Newly diagnosed self, I see you – I see you just falling to pieces, yet your strength will build and you will become the biggest coper you’ve ever known. For I, this week, was given news that is so scary and will take another tiny piece of your already broken heart which has been patched up numerous times. I often think that my heart must now resemble the likes of a patch work quilt.
Yet, this week, instead of crumbling, I got up again. We followed that war time advice of keeping calm and carrying on. Whilst I sat there thinking ‘I could so easily freak out like now’, I didn’t. You didn’t freak out, though you did get upset and were so sad – but you didn’t freak. Now, this is progress. You also didn’t stab anyone who has complete lack of perspective in life in the face with a fork. (Note to everyone else’s self -this has never happened, only something that dwells but never surfaces from the depths of my dark mind when faced with plonkers).
Instead of hiding away under the covers like you are now, I put my slap on and went out with two friends to talk it through. Never thought you would be that logical, eh?!
Note to yourself: red lipstick will be as helpful to you as the glitter. (Black patent Laboutin heels would also be helpful, yet as yet, these have been unachievable. Though as I tell the boys, never say never).
Instead of spending my time nurturing the ‘what if’ monster, this week I’ve kept him at bay and am even writing about it. (Your dear friend will soon say to you – roughly in 2012 – that you should start blogging, and you ignore it, shamefully. Yet after a while you find that writing is extremely therapeutic and whilst you will never understand how others will be that interested in what you ramble on about, these ramblings are healing).
Note to our joint future self: keep writing, it’s cheap therapy.
So, whilst the news has been crappy and the fear has been strong, I wanted to say to you, newly diagnosed self, that you and me have moved on. There will never be a time when that ‘seat’ is ok to sit in and who knows if yet again one day we will crumble, but currently, I’m dealing with this furniture in the best way I can. You, newly diagnosed self, will get stronger and at times, considering what we have to cope with, I wonder if our bones are actually made of steel. Steel bones but with a marshmallow heart. (That bad boy is still soft and at danger of anything that threatens it).
Life keeps throwing us these curveballs but I wanted to tell you, you can cope and are doing ok. Don’t get me wrong, I’ve cried another river, but the main thing to focus on is that at least I didn’t drown.

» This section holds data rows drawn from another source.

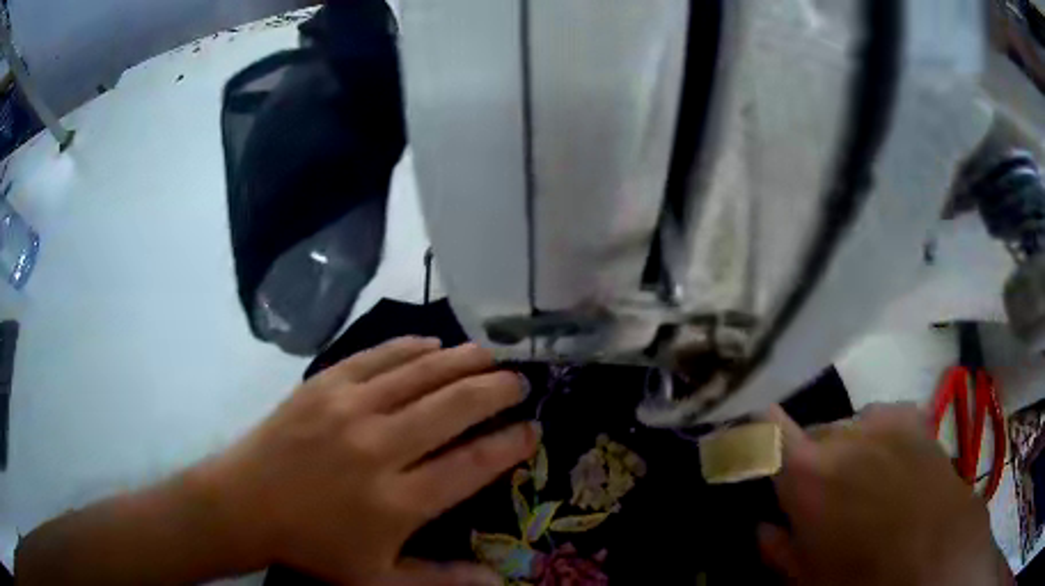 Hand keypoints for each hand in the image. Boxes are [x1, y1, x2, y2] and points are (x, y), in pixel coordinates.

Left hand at [195, 337, 536, 584]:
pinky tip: (432, 343)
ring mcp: (348, 409)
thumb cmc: (313, 546)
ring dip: (463, 361)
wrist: (245, 504)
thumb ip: (442, 581)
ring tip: (491, 355)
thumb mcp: (378, 580)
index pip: (473, 464)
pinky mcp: (323, 384)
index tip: (534, 430)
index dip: (511, 443)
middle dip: (497, 391)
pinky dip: (411, 348)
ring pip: (420, 374)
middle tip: (519, 383)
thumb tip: (500, 581)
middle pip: (454, 408)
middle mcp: (379, 448)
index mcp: (397, 501)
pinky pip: (378, 357)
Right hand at [759, 403, 1012, 585]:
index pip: (761, 429)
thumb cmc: (865, 578)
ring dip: (842, 452)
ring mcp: (883, 419)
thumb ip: (779, 550)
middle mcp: (843, 435)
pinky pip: (880, 419)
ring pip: (845, 427)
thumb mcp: (810, 578)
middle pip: (809, 436)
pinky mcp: (912, 418)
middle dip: (805, 463)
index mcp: (808, 476)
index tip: (741, 446)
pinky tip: (888, 465)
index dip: (747, 433)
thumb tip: (762, 528)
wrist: (938, 555)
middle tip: (817, 499)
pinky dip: (875, 438)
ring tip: (859, 485) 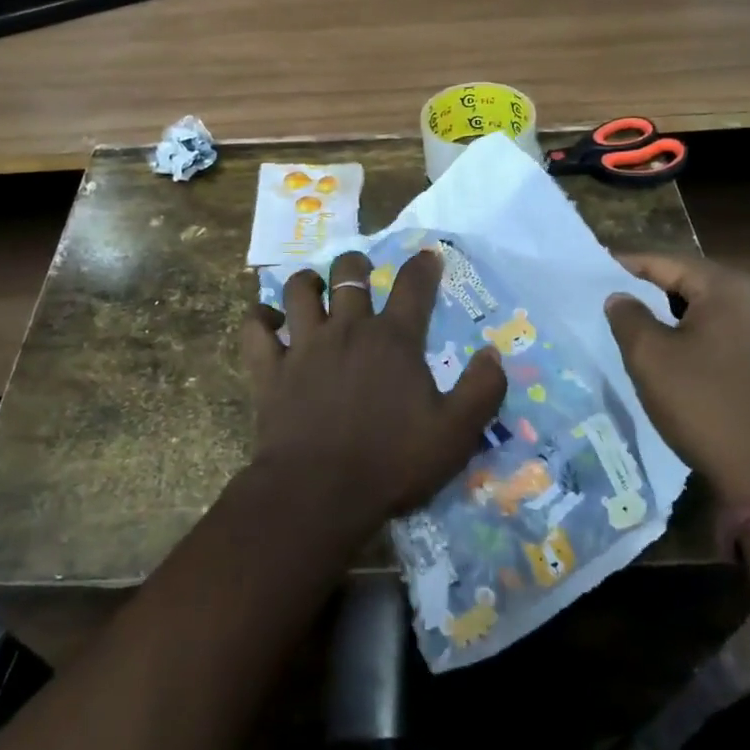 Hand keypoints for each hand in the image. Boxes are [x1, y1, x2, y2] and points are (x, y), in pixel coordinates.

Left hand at [242, 248, 506, 524]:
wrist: (318, 494)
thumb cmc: (390, 463)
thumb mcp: (455, 435)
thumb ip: (481, 391)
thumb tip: (494, 354)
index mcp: (393, 340)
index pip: (413, 287)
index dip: (423, 266)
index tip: (428, 255)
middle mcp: (348, 329)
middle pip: (349, 275)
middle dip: (356, 265)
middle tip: (361, 272)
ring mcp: (304, 345)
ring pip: (299, 290)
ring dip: (307, 281)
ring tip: (313, 287)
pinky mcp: (270, 368)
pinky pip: (255, 329)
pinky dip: (259, 319)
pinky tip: (267, 321)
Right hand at [604, 253, 749, 503]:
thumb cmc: (706, 406)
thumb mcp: (651, 358)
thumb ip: (628, 317)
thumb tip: (620, 297)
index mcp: (728, 287)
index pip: (665, 261)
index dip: (626, 265)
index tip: (593, 270)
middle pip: (688, 283)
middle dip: (648, 291)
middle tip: (609, 300)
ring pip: (705, 313)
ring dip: (670, 318)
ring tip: (634, 329)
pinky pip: (722, 338)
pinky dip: (693, 340)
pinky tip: (672, 360)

3 thoughts on “Sitting in ‘the seat’.

  1. You are amazing. Your such a strong person and a fantastic inspiration to so many people. I’ve never been in that “seat” in the same way you have but I’ve had the pleasure of meeting your beautiful twins when in did a talk at their school. They are amazing boys with such determination and a wicked sense of humor. They give everything their all just like you do and they are a credit to you and your family.x


  2. With time , that seat will dry out, crack, and fall away….and in that time, you will not feel the heart break as you do now. And all because your boys will be saying to you. ” Mum… We told you so”! as they live their busy and rewarding lives, full of the things they are into, full of life and love…and it will be the very best reward to you and Mike to see them doing it….you both have been the most caring , thoughtful ,kind and loving of parents and an example to not only parents of disabled children ,but to Harry . You have guided him through so much and his experiences have added so much positivity and understanding of others needs and feelings to his life. You can,t do any better than that….ever!!
    God bless all of you.. Love you so much and forever proud and amazed of you all!!